The indigenous grassy fields of South Africa’s Highveld Plateau surround a neo-Brutalist home designed by esteemed South African architect Charl Groenewald. Grid-like in its simplicity, the design presents dazzling window walls, towering ceilings and a color palette of soothing earth tones. Located in the village of Irene near shops, restaurants and tourist sites, it’s situated about halfway between Johannesburg and Pretoria.

Clean, simplistic lines of untreated concrete, steel and glass define this seven-bedroom dwelling. Bedrooms have their own private living rooms and are housed in a separate wing, which can be entirely closed off from the communal areas. As a tip of the hat to international pioneers of modern architecture, Groenewald playfully named the bedrooms after Tadao Ando, Olson Kundig, Tom Wright, Frank Gehry, Mies van der Rohe and I.M. Pei.

Comprising these flexible public spaces are wide open gathering and dining areas, an industrial kitchen and dual home offices. Finishes are basic and elemental: dry stacked dolomite walls, heated cement flooring splashed in epoxy paint and steel shuttered windows, which lend an urbanist vibe. The low slanted roof of sheet metal has an industrial basis, with sections which open to control the internal temperature.

Axis entrances and private courtyards, including a central courtyard anchored by a leafy Celtis africanus tree, absorb deep sun during winter and welcome shade in summer months. The tree is such an integral part of this property that the family dubbed their home Celtis House.
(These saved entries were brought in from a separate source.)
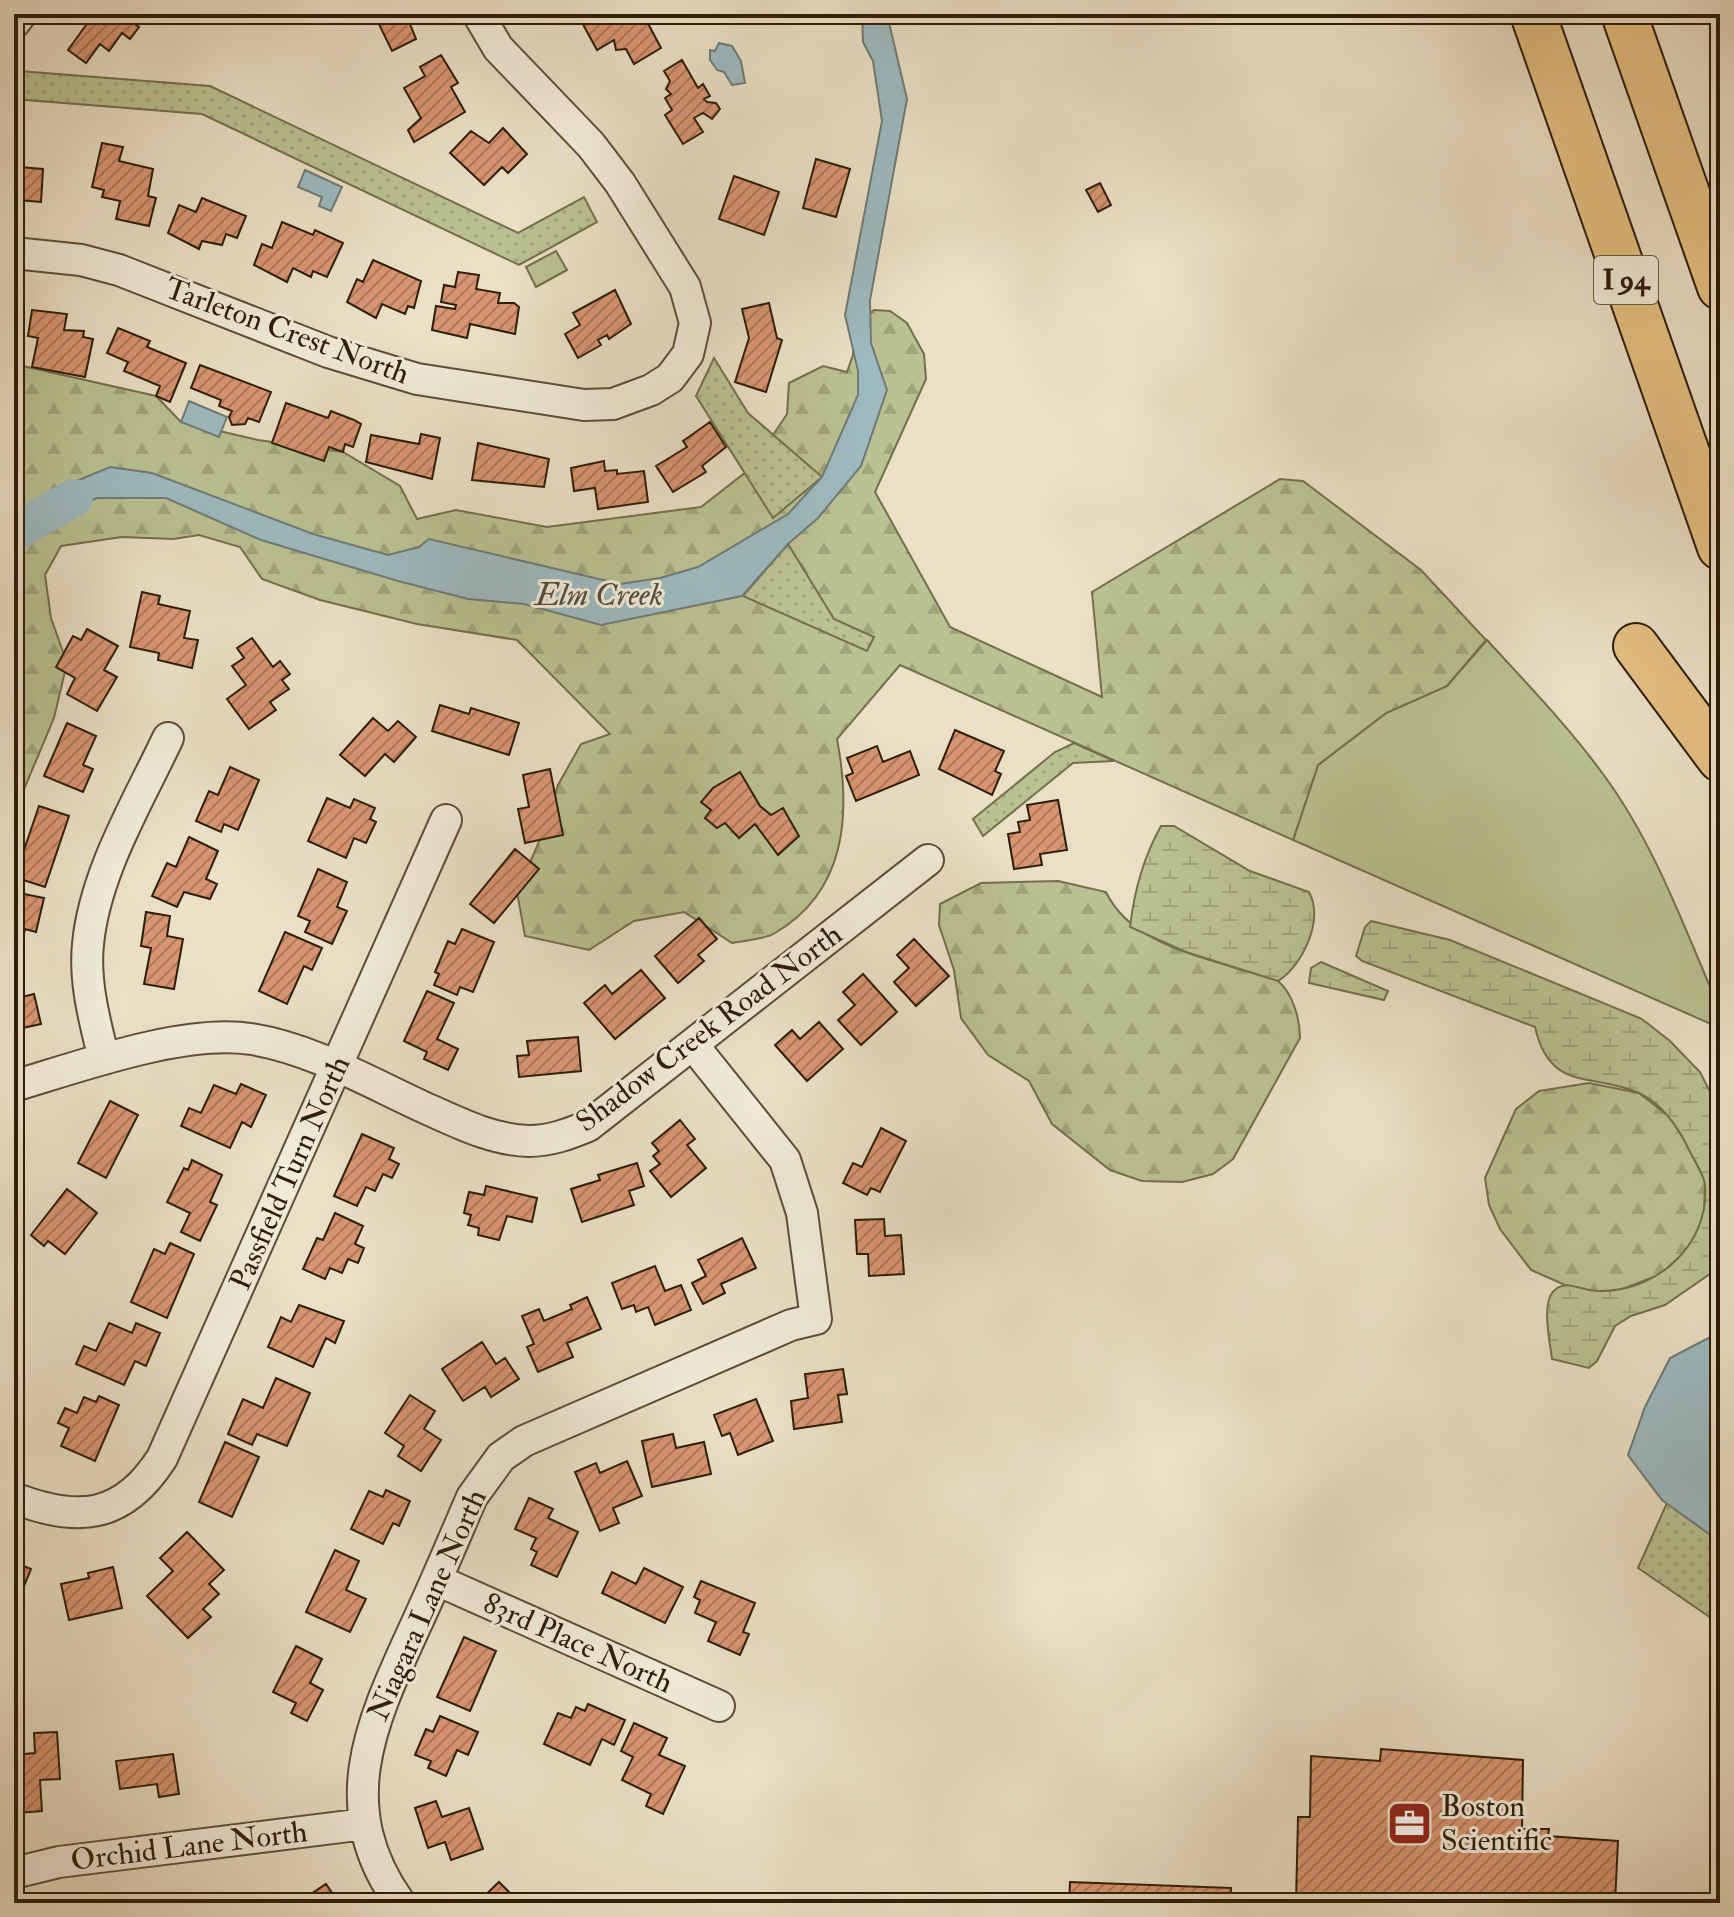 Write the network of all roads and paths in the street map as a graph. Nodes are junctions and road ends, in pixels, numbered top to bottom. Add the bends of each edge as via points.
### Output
1 (21, 14) edge
2 (478, 14) edge
3 (1533, 14) edge
4 (1624, 14) edge
5 (14, 23) edge
6 (14, 253) edge
7 (1720, 287) edge
8 (1720, 547) edge
9 (1636, 646) dead end
10 (168, 738) dead end
11 (1720, 759) edge
12 (446, 820) dead end
13 (928, 860) dead end
14 (693, 1045) junction
15 (104, 1059) junction
16 (337, 1068) junction
17 (14, 1086) edge
18 (14, 1498) edge
19 (437, 1580) junction
20 (719, 1706) dead end
21 (365, 1824) junction
22 (14, 1873) edge
23 (400, 1903) edge

1 - 5 street
2 - 6 street, Tarleton Crest North via 498,48 591,145 649,226 694,310 688,354 670,378 636,397 613,404 554,402 373,368 119,270
3 - 8 highway, I 94
4 - 7 highway
9 - 11 highway
10 - 15 street via 108,867 90,932 89,993
12 - 16 street, Passfield Turn North
13 - 14 street, Shadow Creek Road North
14 - 16 street, Shadow Creek Road North via 588,1126 532,1141 472,1129
14 - 19 street, Niagara Lane North via 785,1160 802,1213 816,1319 524,1441 485,1475
15 - 16 street, Shadow Creek Road North via 207,1038 250,1039
15 - 17 street, Shadow Creek Road North
16 - 18 street, Passfield Turn North via 149,1479 110,1507 88,1514 66,1514
19 - 20 street, 83rd Place North
19 - 21 street, Niagara Lane North via 368,1739
21 - 22 street, Orchid Lane North via 59,1862
21 - 23 street, Niagara Lane North via 374,1856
Groenewald carefully considered the home’s position on its half-acre lot. The double-height northern facade is entirely transparent, allowing for unobstructed panoramas and abundant natural light, while south facing rooms incorporate high-set windows for privacy from neighboring properties. The dramatic interiors of this progressive home make it an in-demand location for movie and magazine shoots, while on-site parking for 50 cars easily accommodates special events. A guesthouse offers flexibility for a company or rental income.

Space, light and views are the graceful touchstones of this architecturally-nuanced home.